③きつつきとみみずく坊や(スウェーデン民謡、野上彰 作詞)

JASRACデータベースで、「もりのおんがくかい」の副題に「きつつきとみみずく」があったので、本来続編だったのかもしれません。森に住むきつつきとみみずく坊やが描写されています。残念ながら歌詞は引用できません。

④いがぐりぼうや(スウェーデン民謡、森修三 訳詞)

②③の森の動物シリーズの姉妹編のような、森の生き物がいろいろでてくる内容です。
JASRACにより著作権管理されていないので歌詞を引用します。

1番
きのえだ ぐらぐら かぜさんが ゆする 
いがぐりぼうやの ぶらんこ
こえだが ブンブルブン めがまわる クックルク
おててが はなれて トンコロトンコロ ちゅうがえり

2番
さかみち ころころ かぜさんが おすよ 
いがぐりぼうやの ころげっこ
リスさん びっくりこ めだまを きょろろ
ぶつかっちゃ たいへんと ピクチョンピクチョン にげる

3番
やまみち くるくる かぜさんに おされ 
ひるねの クマさんに ゴッツンゴッツンコ
チクチク めがさめ おはなが  あいたたた
びっくりした くまさん ごろごろ ころげる

芸術教育研究所 編『新しい幼児の音楽リズム12カ月』,黎明書房,1962, p.88. 国立国会図書館デジタルコレクション https://dl.ndl.go.jp/pid/9544170 (参照 2024-12-03)

⑤くつやと小人(外国曲、小林純一 訳詞)

残念ながら歌詞は引用できませんが、靴屋が寝ている間に小人が靴を作ってくれるという、童話の内容が歌になっています。
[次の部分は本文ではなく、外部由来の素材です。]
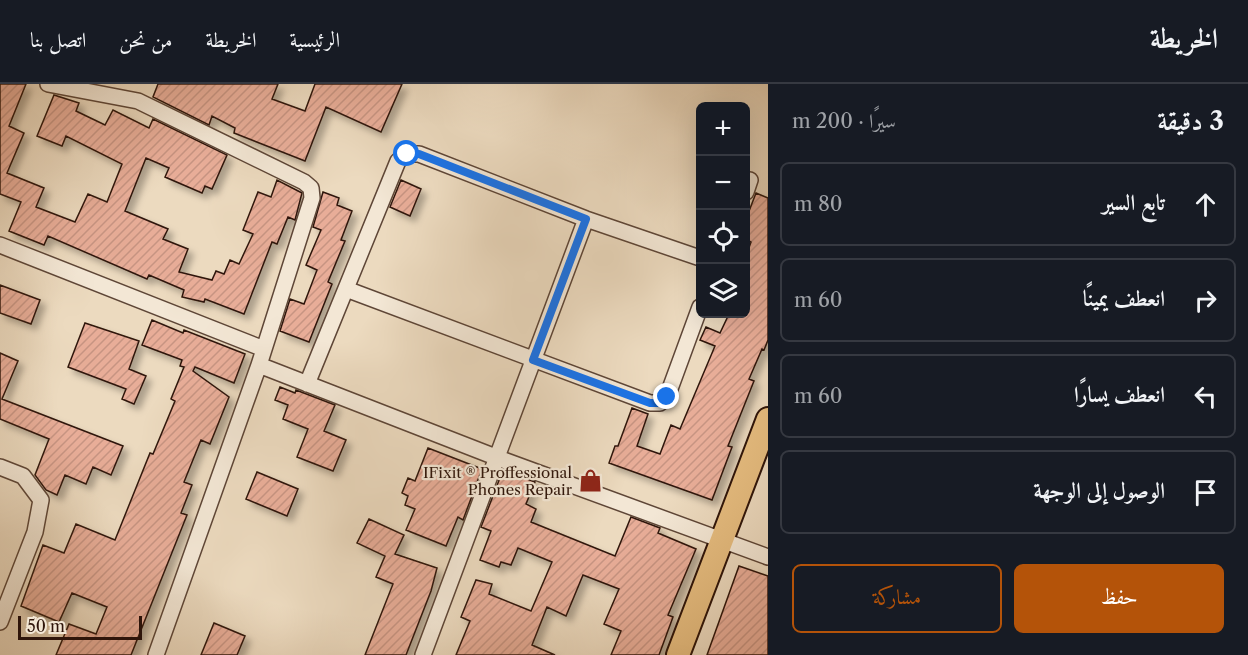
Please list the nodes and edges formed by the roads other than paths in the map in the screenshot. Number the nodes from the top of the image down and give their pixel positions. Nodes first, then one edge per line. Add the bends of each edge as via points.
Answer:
1 (48, 84) edge
2 (586, 219) junction
3 (0, 245) edge
4 (696, 257) edge
5 (346, 289) junction
6 (696, 318) edge
7 (264, 349) junction
8 (533, 360) junction
9 (259, 365) junction
10 (307, 384) junction
11 (768, 419) edge
12 (498, 458) junction
13 (0, 467) edge
14 (722, 539) junction
15 (768, 557) edge
16 (0, 622) edge
17 (156, 655) edge
18 (423, 655) edge
19 (678, 655) edge

1 - 7 street via 138,102 310,188 312,198
2 - 4 street
2 - 5 street via 419,154 407,154 398,161
2 - 8 street
3 - 7 street
5 - 8 street
5 - 10 street
6 - 8 street via 667,397 660,403 650,403
7 - 9 street
8 - 12 street
9 - 10 street
9 - 17 street
10 - 12 street
11 - 14 main road
12 - 14 street
12 - 18 street
13 - 16 street via 23,476 41,500 35,532
14 - 15 street
14 - 19 main road

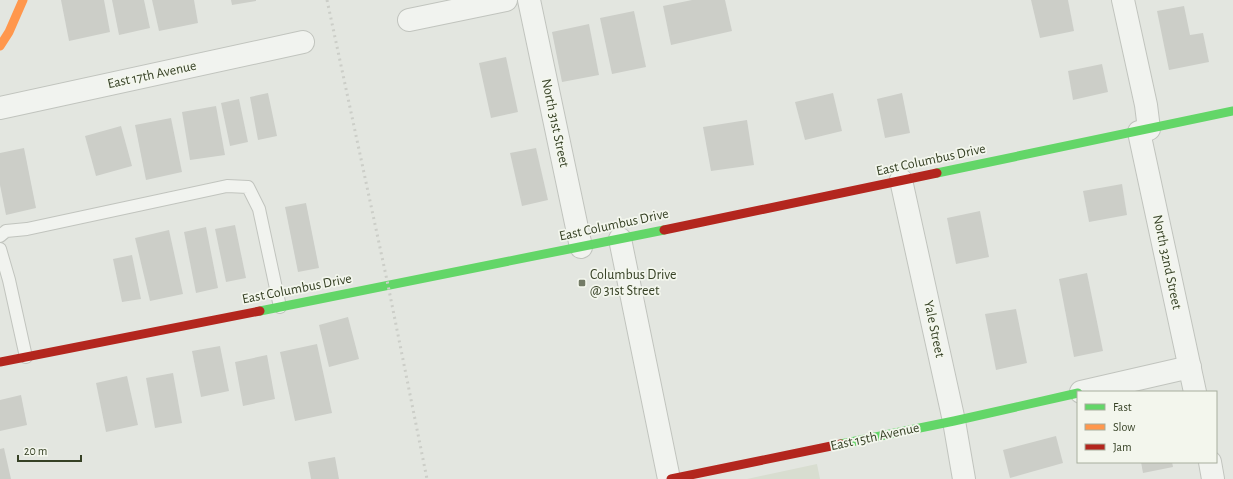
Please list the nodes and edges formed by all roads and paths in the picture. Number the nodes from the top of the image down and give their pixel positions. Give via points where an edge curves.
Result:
1 (23, 0) edge
2 (506, 0) edge
3 (529, 0) edge
4 (1123, 0) edge
5 (409, 20) dead end
6 (303, 42) dead end
7 (0, 46) edge
8 (0, 108) edge
9 (1233, 111) edge
10 (1144, 130) junction
11 (901, 180) junction
12 (0, 236) edge
13 (620, 239) junction
14 (581, 247) junction
15 (0, 249) edge
16 (280, 307) junction
17 (26, 357) junction
18 (0, 362) edge
19 (1190, 367) junction
20 (1083, 391) edge
21 (1195, 391) edge
22 (1077, 392) edge
23 (954, 421) junction
24 (1210, 463) edge
25 (670, 479) edge
26 (964, 479) edge
27 (1213, 479) edge

1 - 7 main road
2 - 5 street
3 - 14 street, North 31st Street
4 - 10 street, North 32nd Street via 1146,105
6 - 8 street, East 17th Avenue
9 - 10 main road, East Columbus Drive
10 - 11 main road, East Columbus Drive
10 - 19 street, North 32nd Street
11 - 13 main road, East Columbus Drive
11 - 23 street, Yale Street
12 - 16 lane via 6,231 26,230 227,186 248,187 259,209
13 - 14 main road, East Columbus Drive
13 - 25 street
14 - 16 main road, East Columbus Drive
15 - 17 lane
16 - 17 main road, East Columbus Drive
17 - 18 main road, East Columbus Drive
19 - 20 street, East 15th Avenue
19 - 21 street, North 32nd Street
22 - 23 main road, East 15th Avenue
23 - 25 main road, East 15th Avenue
23 - 26 street, Yale Street
24 - 27 street

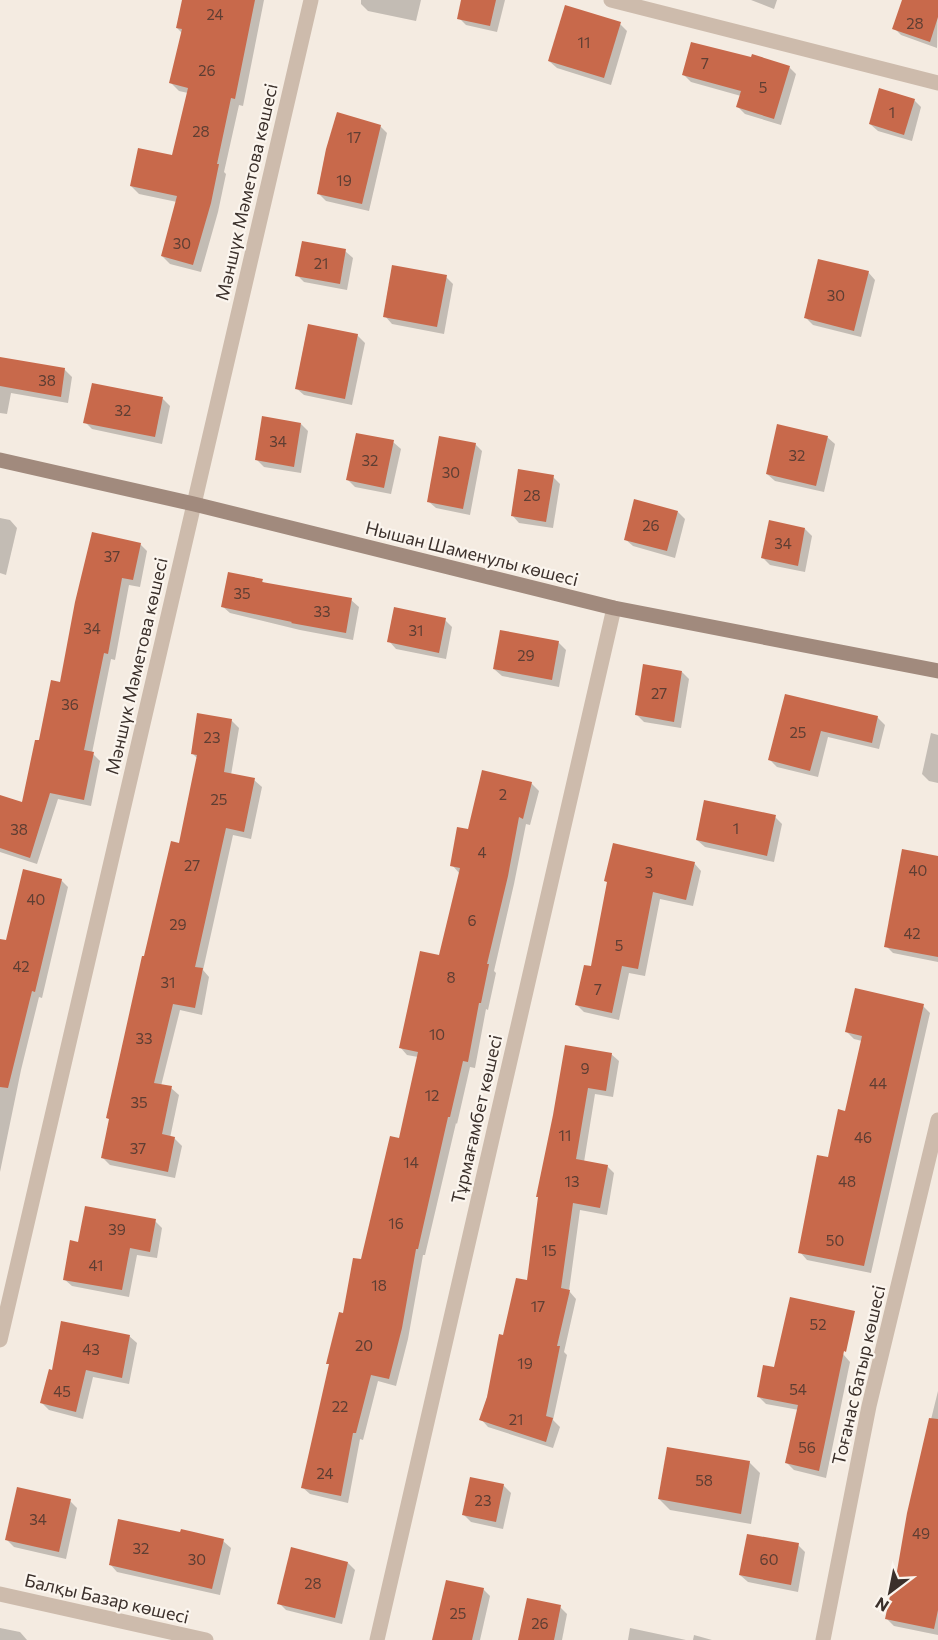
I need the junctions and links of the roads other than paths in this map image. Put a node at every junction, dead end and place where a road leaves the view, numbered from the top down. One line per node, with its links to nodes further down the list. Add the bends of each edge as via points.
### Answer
1 (311, 0): 5 (street, Мәншүк Мәметова көшесі)
2 (611, 0): 3 (street)
3 (938, 83)
4 (0, 460): 5 (street, Нышан Шаменулы көшесі)
5 (194, 504): 6 (street, Нышан Шаменулы көшесі); 9 (street, Мәншүк Мәметова көшесі)
6 (614, 608): 7 (street, Нышан Шаменулы көшесі); 12 (street, Тұрмағамбет көшесі)
7 (938, 671)
8 (938, 1120): 13 (street, Тоғанас батыр көшесі, via 869,1406)
9 (0, 1340)
10 (0, 1594): 11 (street, Балқы Базар көшесі)
11 (206, 1640)
12 (377, 1640)
13 (823, 1640)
①~⑤は全く同じメロディーですが、次の⑥のみ、最後のフレーズがやや長くなっています。

⑥マッチの歌/Schwofelholzle(アルザス民謡、中山知子 訳詞)

残念ながら歌詞は引用できませんが、マッチのCMソング的な内容です。
JASRACのデータベースに「ドイツ民謡小品集より」と出典が記載されていました。

①~⑥の関係性は?

「マッチの歌」は19世紀の宣伝ソング

6曲の中で、⑥「マッチの歌」だけ他と雰囲気が違います。途中までは他と同じメロディーですが、終盤が少し長いのと、何より出典が明確です。
この歌(Schwefelhoelzer)は、ドイツの民謡データベースによれば、19世紀のUnique Songであり、歌詞の内容から明らかにマッチの宣伝ソングと考えられるそう。つまり、当時のマッチ商人が作ったオリジナルのマッチ宣伝ソングということでしょうか。
folk tune finderでメロディーを検索すると、マッチの歌(SCHWAEFELHOLZE)ともう1つ、マッチポルカ(Polka des Allumettes)がヒットしました。マッチの宣伝ソングの出来が良く、大ヒットしてフォークダンスにまでなったようです。今に続く楽しい踊りです(↓)。

他はスウェーデン民謡(アメリカ経由)が原曲?

出典の明確な⑥に対して、①~⑤は、メロディーは全く同じですが、外国曲といってみたり、スウェーデン民謡といってみたり、何だかよくわかりません。また、JASRACデータベースを見ると、5曲のうち4曲が訳詞ということになっていますが、歌集によっては作詞と記載されているものもあり、やはり何だかよくわかりません。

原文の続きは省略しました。